Does EKO recommend a pH of 7 as optimum? Or do they say something like "no lower than 7".

Excuse me for implying that you don't know what you're saying, I'm just very curious why EKO is perhaps alone in the boiler world to recommend neutral water, and not decidedly alkaline water.


----------



## jimdeq (Apr 7, 2011)

What is the ideal boiler PH?


----------



## BulldogAcres (Apr 7, 2011)

Got another email from Orlan. I told them my EKO boiler water was 9.5 ph. They told me to leave it at that ph. They recommend 7 ph or higher.


----------



## jebatty (Apr 7, 2011)

> What is the ideal boiler PH?



I don't know if there is an ideal. From boiler mfrs and websites discussing pH for hot water boilers, I have seen statements ranging from as low as 8.2 to as high as into the 11's. See Boiler Water pH.


----------



## benjamin (Apr 7, 2011)

I can't believe anyone would consider adding muriatic acid to boiler water.  That stuff eats chrome for breakfast!

I'm guessing the recomendation for too high boiler water ph is to replace some of the water with less contaminated water not add acid.


----------



## woodsmaster (Apr 7, 2011)

benjamin said:
			
		

> I can't believe anyone would consider adding muriatic acid to boiler water.  That stuff eats chrome for breakfast!
> 
> I'm guessing the recomendation for too high boiler water ph is to replace some of the water with less contaminated water not add acid.

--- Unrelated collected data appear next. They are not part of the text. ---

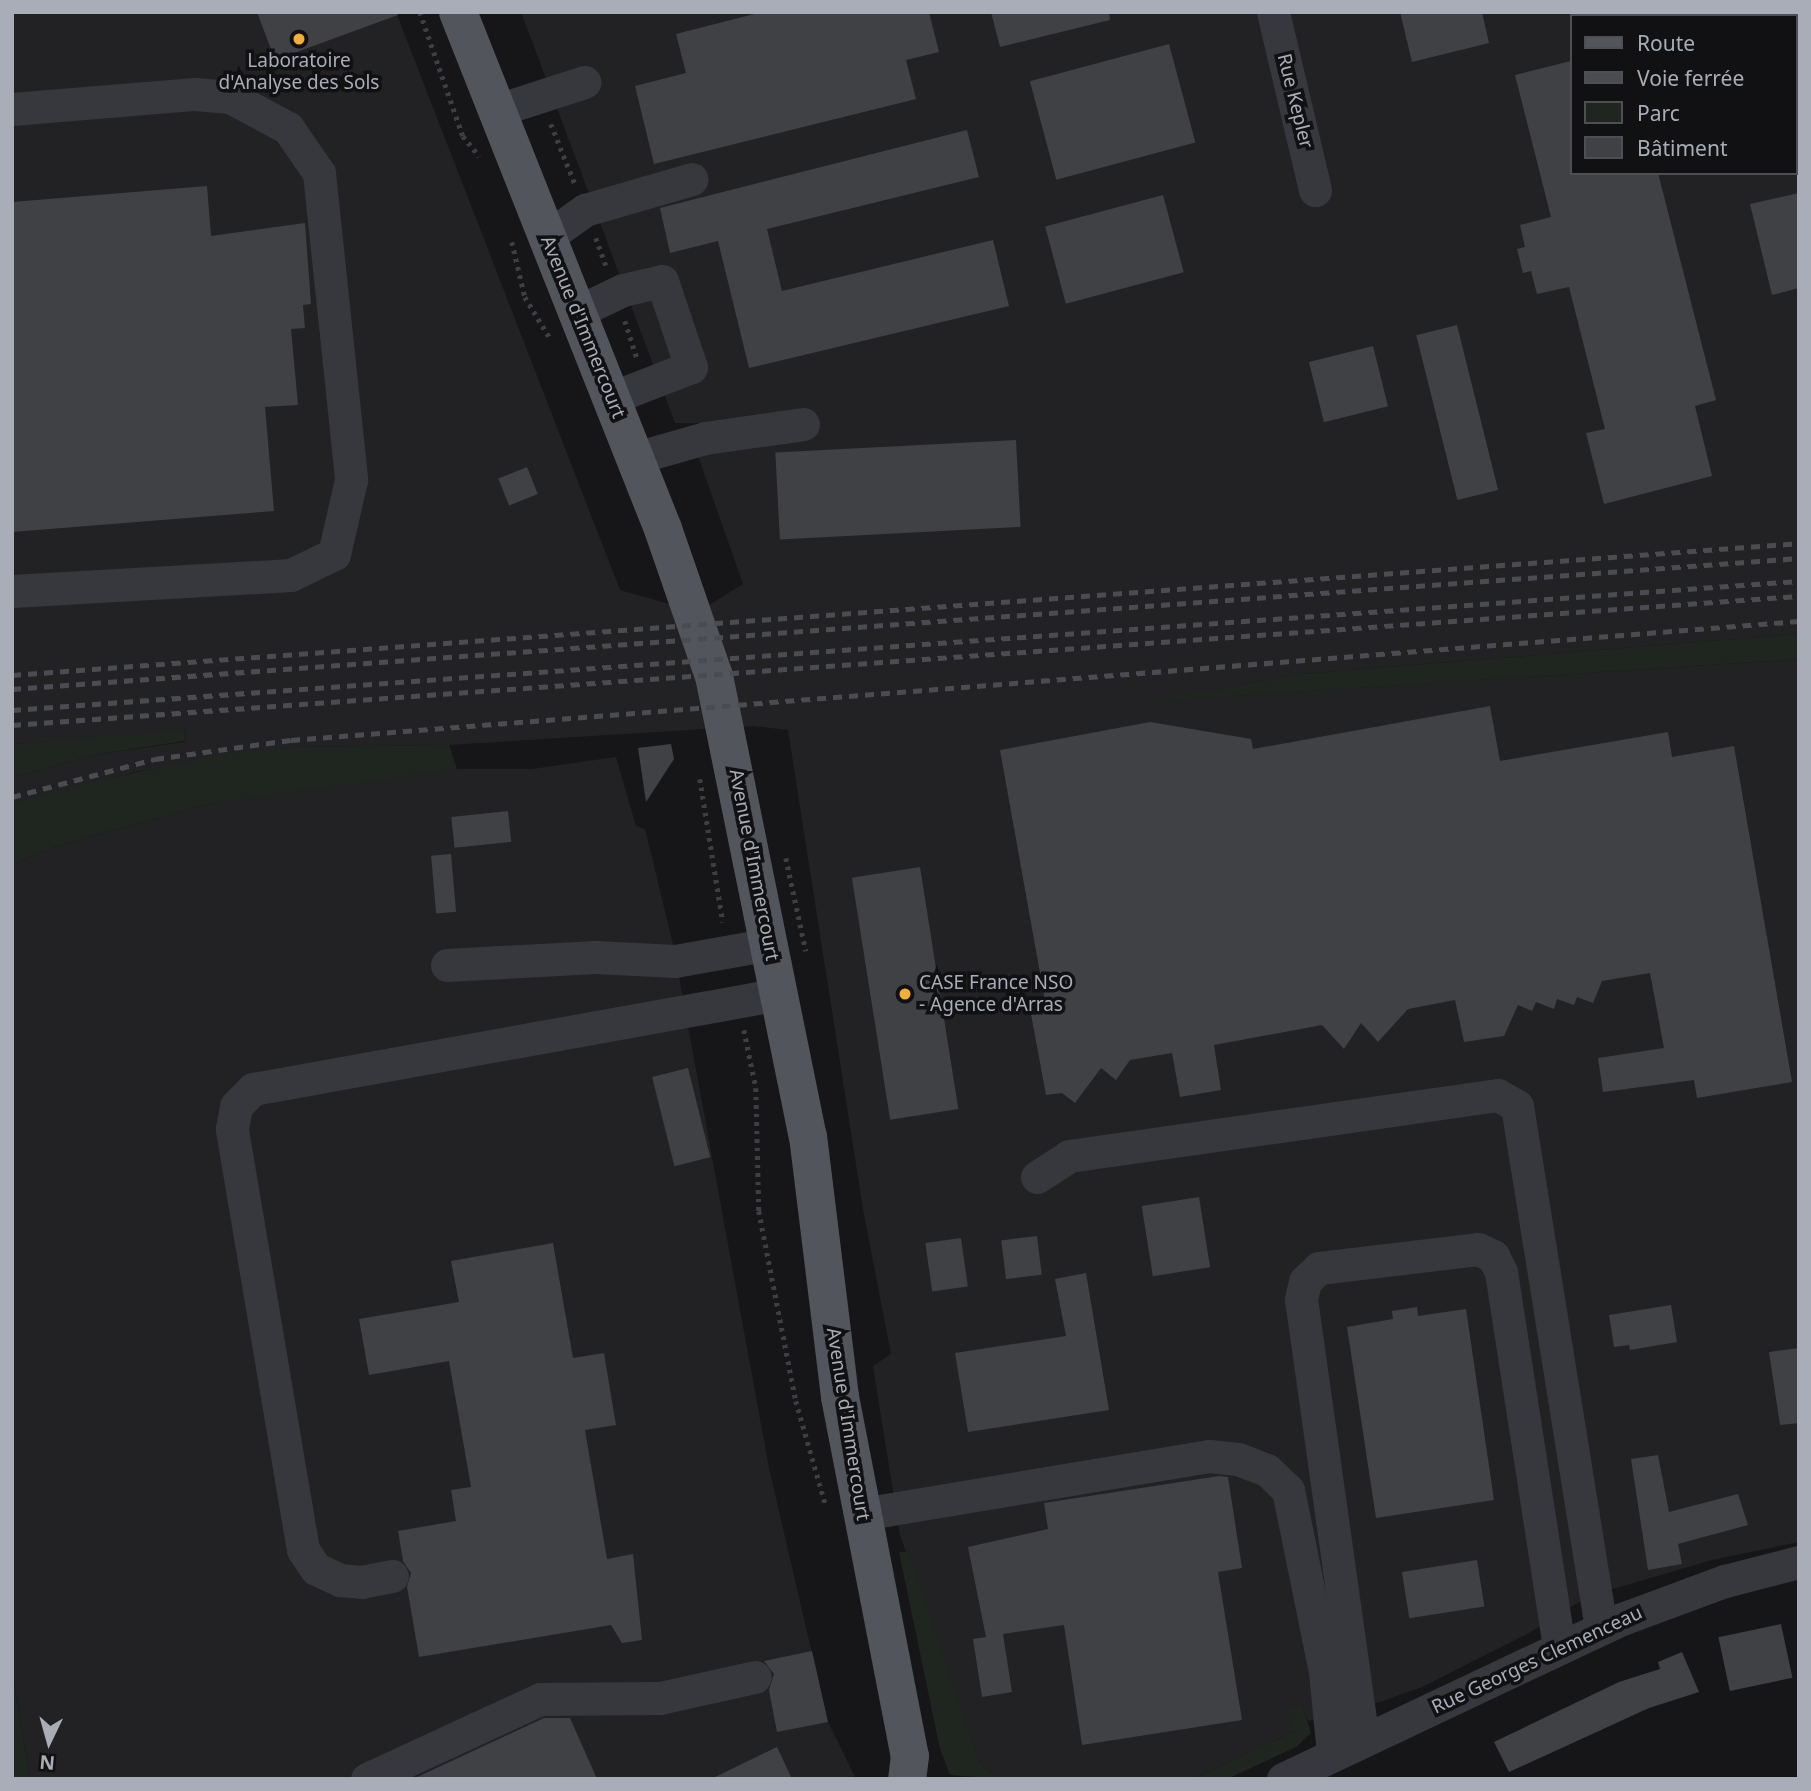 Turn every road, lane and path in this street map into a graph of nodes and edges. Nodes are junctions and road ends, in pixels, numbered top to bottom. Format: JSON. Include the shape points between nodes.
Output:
{"nodes":[{"id":1,"x":420,"y":12,"type":"edge"},
{"id":2,"x":458,"y":12,"type":"edge"},
{"id":3,"x":1273,"y":12,"type":"edge"},
{"id":4,"x":584,"y":82,"type":"dead end"},
{"id":5,"x":12,"y":109,"type":"edge"},
{"id":6,"x":495,"y":111,"type":"junction"},
{"id":7,"x":485,"y":164,"type":"dead end"},
{"id":8,"x":692,"y":179,"type":"dead end"},
{"id":9,"x":1315,"y":190,"type":"dead end"},
{"id":10,"x":510,"y":235,"type":"dead end"},
{"id":11,"x":547,"y":237,"type":"junction"},
{"id":12,"x":577,"y":312,"type":"junction"},
{"id":13,"x":553,"y":343,"type":"dead end"},
{"id":14,"x":611,"y":398,"type":"junction"},
{"id":15,"x":803,"y":424,"type":"dead end"},
{"id":16,"x":635,"y":458,"type":"junction"},
{"id":17,"x":12,"y":592,"type":"edge"},
{"id":18,"x":701,"y":775,"type":"dead end"},
{"id":19,"x":770,"y":944,"type":"junction"},
{"id":20,"x":728,"y":951,"type":"junction"},
{"id":21,"x":447,"y":965,"type":"dead end"},
{"id":22,"x":780,"y":994,"type":"junction"},
{"id":23,"x":738,"y":1000,"type":"junction"},
{"id":24,"x":1037,"y":1177,"type":"dead end"},
{"id":25,"x":845,"y":1515,"type":"junction"},
{"id":26,"x":1799,"y":1562,"type":"edge"},
{"id":27,"x":392,"y":1576,"type":"dead end"},
{"id":28,"x":1601,"y":1628,"type":"junction"},
{"id":29,"x":1559,"y":1647,"type":"junction"},
{"id":30,"x":755,"y":1677,"type":"dead end"},
{"id":31,"x":1363,"y":1740,"type":"junction"},
{"id":32,"x":1334,"y":1754,"type":"junction"},
{"id":33,"x":914,"y":1771,"type":"edge"},
{"id":34,"x":366,"y":1779,"type":"edge"},
{"id":35,"x":1283,"y":1779,"type":"edge"}],
"edges":[{"from":1,"to":7,"type":"path","via":[[463,136]]},
{"from":2,"to":6,"type":"main road","name":"Avenue d'Immercourt"},
{"from":3,"to":9,"type":"street","name":"Rue Kepler"},
{"from":4,"to":6,"type":"street"},
{"from":5,"to":17,"type":"street","via":[[195,94],[230,97],[288,128],[319,173],[351,480],[334,554],[291,575]]},
{"from":6,"to":11,"type":"main road","name":"Avenue d'Immercourt"},
{"from":8,"to":11,"type":"street","via":[[585,210]]},
{"from":10,"to":13,"type":"path","via":[[525,296]]},
{"from":11,"to":12,"type":"main road","name":"Avenue d'Immercourt"},
{"from":12,"to":14,"type":"main road","name":"Avenue d'Immercourt"},
{"from":12,"to":14,"type":"street","via":[[623,290],[662,281],[691,367]]},
{"from":14,"to":16,"type":"main road","name":"Avenue d'Immercourt"},
{"from":15,"to":16,"type":"street","via":[[705,438]]},
{"from":16,"to":19,"type":"main road","name":"Avenue d'Immercourt","via":[[714,676]]},
{"from":18,"to":20,"type":"path","via":[[699,788]]},
{"from":19,"to":20,"type":"street"},
{"from":19,"to":22,"type":"main road","name":"Avenue d'Immercourt"},
{"from":20,"to":21,"type":"street","via":[[675,961],[594,957]]},
{"from":22,"to":23,"type":"street"},
{"from":22,"to":25,"type":"main road","name":"Avenue d'Immercourt","via":[[808,1136],[840,1397]]},
{"from":23,"to":25,"type":"path","via":[[756,1088],[759,1211],[796,1401]]},
{"from":23,"to":27,"type":"street","via":[[253,1089],[236,1106],[232,1129],[303,1550],[316,1569],[340,1580],[362,1582]]},
{"from":24,"to":28,"type":"street","via":[[1069,1156],[1498,1095],[1517,1106]]},
{"from":25,"to":32,"type":"street","via":[[1209,1456],[1238,1459],[1268,1470],[1288,1490],[1325,1672]]},
{"from":25,"to":33,"type":"main road","name":"Avenue d'Immercourt"},
{"from":26,"to":28,"type":"street","name":"Rue Georges Clemenceau","via":[[1716,1584]]},
{"from":28,"to":29,"type":"street","name":"Rue Georges Clemenceau"},
{"from":29,"to":31,"type":"street","name":"Rue Georges Clemenceau"},
{"from":29,"to":31,"type":"street","via":[[1501,1272],[1493,1256],[1478,1249],[1319,1268],[1305,1281],[1301,1299]]},
{"from":30,"to":34,"type":"street","via":[[660,1698],[540,1699]]},
{"from":31,"to":32,"type":"street","name":"Rue Georges Clemenceau"},
{"from":32,"to":35,"type":"street","name":"Rue Georges Clemenceau"}]}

People put it there swimming pools every day. That being said pool water is corrosive anyhow.


----------



## jebatty (Apr 7, 2011)

If you want to lower pH, that is, make it more acidic, you have to add acid. Pick your acid of choice, and muriatic acid would be my choice, IF I WANTED TO DO THIS. That said, I would not choose to lower pH in my boiler so long as the pH was under 12.


----------



## Fred61 (Apr 7, 2011)

BulldogAcres said:
			
		

> My ph is over 9. EKO recommends a ph of 7. I need to make it more acid.



Water with a PH of 9 will not be caustic or corrosive and will not deposit enough calcium or lime to cause a build-up on components such as check valves and zone valves unless you have a leak and continually add water to your system.


----------